その後、弟君はこたつに突っ伏すと言った。
「月斗さんだっけ?つ、月兄さん?………あぁぁぁぁぁぁ~一回泣いて良い?」
弟君が勘違いして壊れた。
「なんで泣くの?本当に変な子なんだから」
「花さん、弟君は勘違いしてますよ」
「勘違い?」
「花さんが俺とお付き合いすると思い込んでるみたいです」
「馬鹿じゃないの?」
弟君はショックをうけた顔を花さんにむけた。
「ツッキーさん、弟がごめんなさい。

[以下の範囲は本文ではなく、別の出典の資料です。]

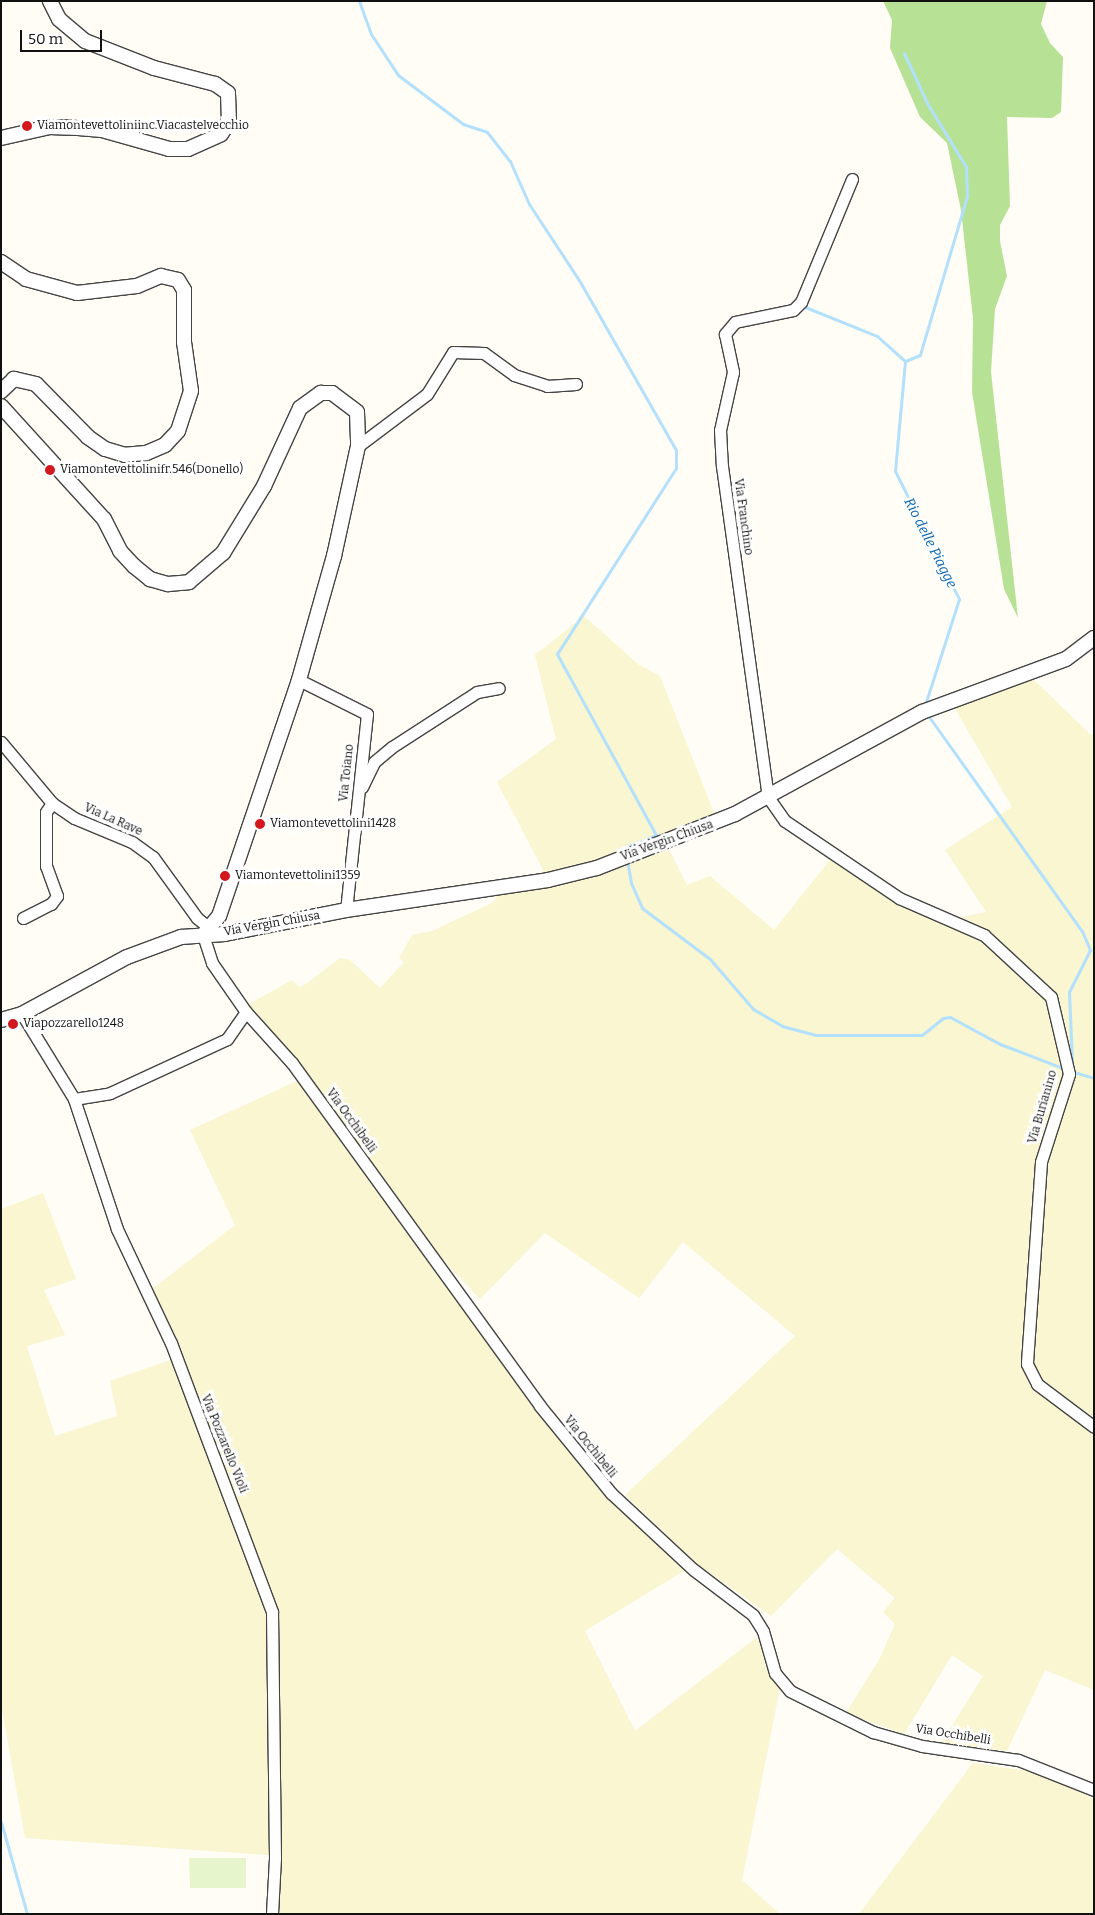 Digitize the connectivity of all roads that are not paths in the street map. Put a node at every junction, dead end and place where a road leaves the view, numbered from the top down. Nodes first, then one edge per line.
1 (50, 1) edge
2 (1, 138) edge
3 (852, 179) dead end
4 (1, 262) edge
5 (576, 384) dead end
6 (1, 392) edge
7 (1, 406) edge
8 (358, 446) junction
9 (1094, 638) edge
10 (299, 680) junction
11 (499, 688) dead end
12 (1, 742) edge
13 (358, 793) junction
14 (768, 797) junction
15 (52, 802) junction
16 (346, 910) junction
17 (22, 918) dead end
18 (206, 931) junction
19 (246, 1012) junction
20 (22, 1014) junction
21 (1, 1020) edge
22 (74, 1098) junction
23 (1094, 1427) edge
24 (1094, 1790) edge
25 (272, 1914) edge

1 - 2 street
3 - 14 street, Via Franchino
4 - 6 street
5 - 8 street
7 - 8 street
8 - 10 street
9 - 14 street, Via Vergin Chiusa
10 - 13 street, Via Toiano
10 - 18 street
11 - 13 street
12 - 15 street, Via La Rave
13 - 16 street, Via Toiano
14 - 16 street, Via Vergin Chiusa
14 - 23 street, Via Burianino
15 - 17 street
15 - 18 street, Via La Rave
16 - 18 street, Via Vergin Chiusa
18 - 19 street, Via Occhibelli
18 - 20 street, Via Vergin Chiusa
19 - 22 street
19 - 24 street, Via Occhibelli
20 - 21 street, Via Vergin Chiusa
20 - 22 street, Via Pozzarello Violi
22 - 25 street, Via Pozzarello Violi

一樹!ツッキーさんは私の大事な飲み友なの!勘違いしない!」
「………月兄さんは?花ちゃんを彼女にしたくないの?」
「飲み友達が調度良い気がするけど?」
「………はぁ?………いや、二人がそれで良いなら良いけど………?………うぅん~」
俺は筑前煮をつつきながら花さんに視線をうつした。
花さんと目があった。
花さんとの今の関係は居心地が良い。
だからこそ、今のままで………
本気で花さんに彼氏が出来ないと良いな。
今日、弟君が花さんの部屋から出てきた時心臓が止まるかと思った。
花さんに彼氏ができたら俺はもうこの幸せな笑顔を見ることがなくなるんだ。
それは、嫌だ。
「筑前煮どうです?」
「今まで食べた中で一番旨いです」
「それ、私が作ったやつです」
「花さんは良いお嫁さんになりますね」
「相手が居ないのに嫌みですか?」
「………呪われろ~」
「それ!なんかききそうだから止めて下さい!」
俺達はクスクス笑った。
それを見ていた弟君が首をかしげていたが、俺は気にもしないで筑前煮を食べ続けたのだった。